The book’s characteristic feature is the extremely thorough use of the existing literature on the subject, predominantly German but also English-language, French and Polish. Upon numerous occasions, the authors (in particular Z. Szultka) conducted additional archival surveys; hence the book is not so much a synthesis as a compendium of knowledge about the Prussian state. The overall impression is excellent, the publication is written lucidly (this holds true even for chapters about the economy) and provides a plethora of interesting information, with the authors remaining distinctly objective but without shying from personal opinions.

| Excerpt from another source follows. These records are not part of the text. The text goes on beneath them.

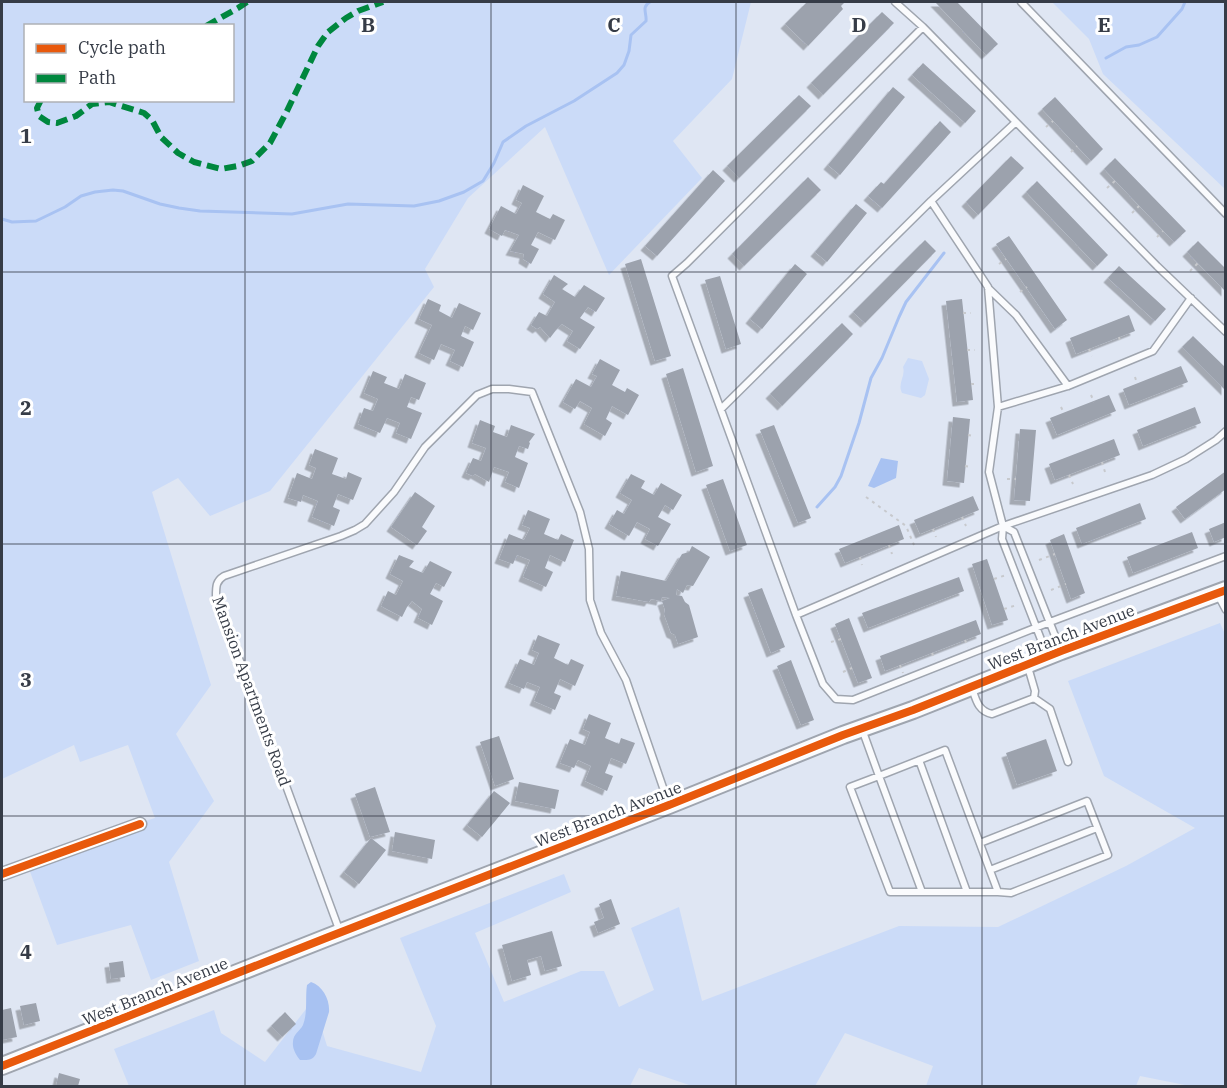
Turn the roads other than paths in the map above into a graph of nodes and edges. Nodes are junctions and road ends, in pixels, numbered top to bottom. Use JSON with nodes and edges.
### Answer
{"nodes":[{"id":1,"x":895,"y":2,"type":"edge"},
{"id":2,"x":1021,"y":2,"type":"edge"},
{"id":3,"x":923,"y":27,"type":"junction"},
{"id":4,"x":1016,"y":122,"type":"junction"},
{"id":5,"x":931,"y":201,"type":"junction"},
{"id":6,"x":1226,"y":214,"type":"edge"},
{"id":7,"x":988,"y":287,"type":"junction"},
{"id":8,"x":1191,"y":298,"type":"junction"},
{"id":9,"x":1226,"y":332,"type":"edge"},
{"id":10,"x":1068,"y":386,"type":"junction"},
{"id":11,"x":998,"y":407,"type":"junction"},
{"id":12,"x":721,"y":409,"type":"junction"},
{"id":13,"x":1226,"y":431,"type":"edge"},
{"id":14,"x":1003,"y":526,"type":"junction"},
{"id":15,"x":1226,"y":556,"type":"edge"},
{"id":16,"x":1221,"y":592,"type":"edge"},
{"id":17,"x":1226,"y":610,"type":"edge"},
{"id":18,"x":796,"y":615,"type":"junction"},
{"id":19,"x":1050,"y":622,"type":"junction"},
{"id":20,"x":1037,"y":628,"type":"junction"},
{"id":21,"x":1054,"y":653,"type":"junction"},
{"id":22,"x":1027,"y":664,"type":"junction"},
{"id":23,"x":972,"y":686,"type":"junction"},
{"id":24,"x":1034,"y":698,"type":"junction"},
{"id":25,"x":862,"y":729,"type":"junction"},
{"id":26,"x":919,"y":760,"type":"junction"},
{"id":27,"x":1068,"y":762,"type":"dead end"},
{"id":28,"x":879,"y":776,"type":"junction"},
{"id":29,"x":669,"y":806,"type":"junction"},
{"id":30,"x":141,"y":824,"type":"dead end"},
{"id":31,"x":1097,"y":828,"type":"junction"},
{"id":32,"x":980,"y":843,"type":"junction"},
{"id":33,"x":990,"y":870,"type":"junction"},
{"id":34,"x":2,"y":874,"type":"edge"},
{"id":35,"x":922,"y":892,"type":"junction"},
{"id":36,"x":967,"y":892,"type":"junction"},
{"id":37,"x":998,"y":892,"type":"junction"},
{"id":38,"x":341,"y":933,"type":"junction"},
{"id":39,"x":2,"y":1066,"type":"edge"}],
"edges":[{"from":1,"to":3,"type":"lane"},
{"from":2,"to":6,"type":"lane"},
{"from":3,"to":4,"type":"lane"},
{"from":3,"to":12,"type":"lane"},
{"from":4,"to":5,"type":"lane"},
{"from":4,"to":8,"type":"lane"},
{"from":5,"to":7,"type":"lane"},
{"from":5,"to":12,"type":"lane"},
{"from":7,"to":10,"type":"lane"},
{"from":7,"to":11,"type":"lane"},
{"from":8,"to":9,"type":"lane"},
{"from":8,"to":10,"type":"lane"},
{"from":10,"to":11,"type":"lane"},
{"from":11,"to":14,"type":"lane"},
{"from":12,"to":18,"type":"lane"},
{"from":13,"to":14,"type":"lane"},
{"from":14,"to":18,"type":"lane"},
{"from":14,"to":19,"type":"lane"},
{"from":14,"to":20,"type":"lane"},
{"from":15,"to":19,"type":"lane"},
{"from":16,"to":17,"type":"lane"},
{"from":16,"to":21,"type":"street","name":"West Branch Avenue"},
{"from":18,"to":20,"type":"lane"},
{"from":19,"to":20,"type":"lane"},
{"from":19,"to":21,"type":"lane"},
{"from":20,"to":21,"type":"lane"},
{"from":21,"to":22,"type":"street","name":"West Branch Avenue"},
{"from":22,"to":23,"type":"street","name":"West Branch Avenue"},
{"from":22,"to":24,"type":"lane"},
{"from":23,"to":24,"type":"lane"},
{"from":23,"to":25,"type":"street","name":"West Branch Avenue"},
{"from":24,"to":27,"type":"lane"},
{"from":25,"to":28,"type":"lane"},
{"from":25,"to":29,"type":"street","name":"West Branch Avenue"},
{"from":26,"to":28,"type":"lane"},
{"from":26,"to":32,"type":"lane"},
{"from":26,"to":36,"type":"lane"},
{"from":28,"to":35,"type":"lane"},
{"from":28,"to":35,"type":"lane"},
{"from":29,"to":38,"type":"street","name":"West Branch Avenue"},
{"from":29,"to":38,"type":"lane","name":"Mansion Apartments Road"},
{"from":30,"to":34,"type":"street"},
{"from":31,"to":32,"type":"lane"},
{"from":31,"to":33,"type":"lane"},
{"from":31,"to":37,"type":"lane"},
{"from":32,"to":33,"type":"lane"},
{"from":33,"to":37,"type":"lane"},
{"from":35,"to":36,"type":"lane"},
{"from":36,"to":37,"type":"lane"},
{"from":38,"to":39,"type":"street","name":"West Branch Avenue"}]}
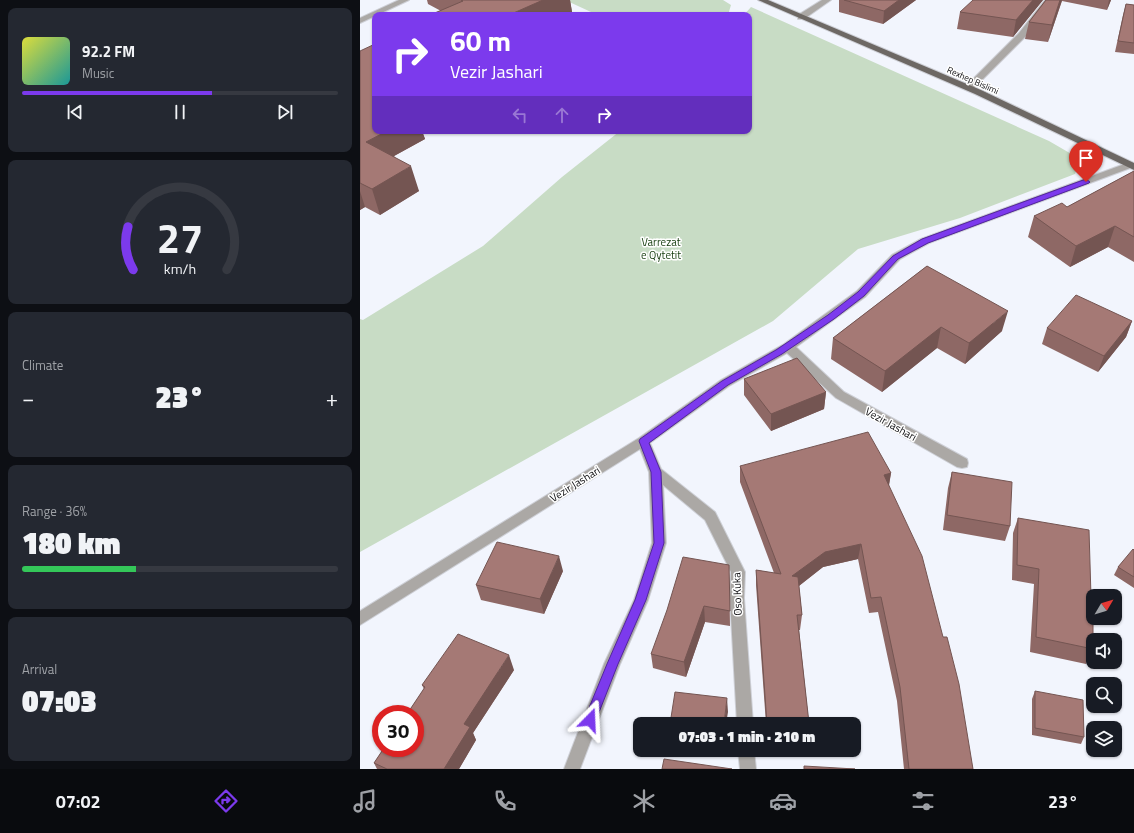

The presented study inclines towards a comparison of the fate and the social, economic and administrative systems of eighteenth-century Prussia and the Commonwealth. The readers draw the obvious conclusion about the supremacy of the absolutist system (especially so-called enlightened absolutism) over the ideology of the golden liberty of the gentry prevalent in the Commonwealth and the suitable functioning of the state. Furthermore, they may arrive at the correct conviction about better living conditions in the orderly Prussian state (albeit under the constant control of the bureaucracy) than in the ostensibly free Commonwealth. In Polish historiography already the so-called Cracow school (second half of the nineteenth century) argued that the absence of strong royal authority resulted in the fall of the Polish-Lithuanian state.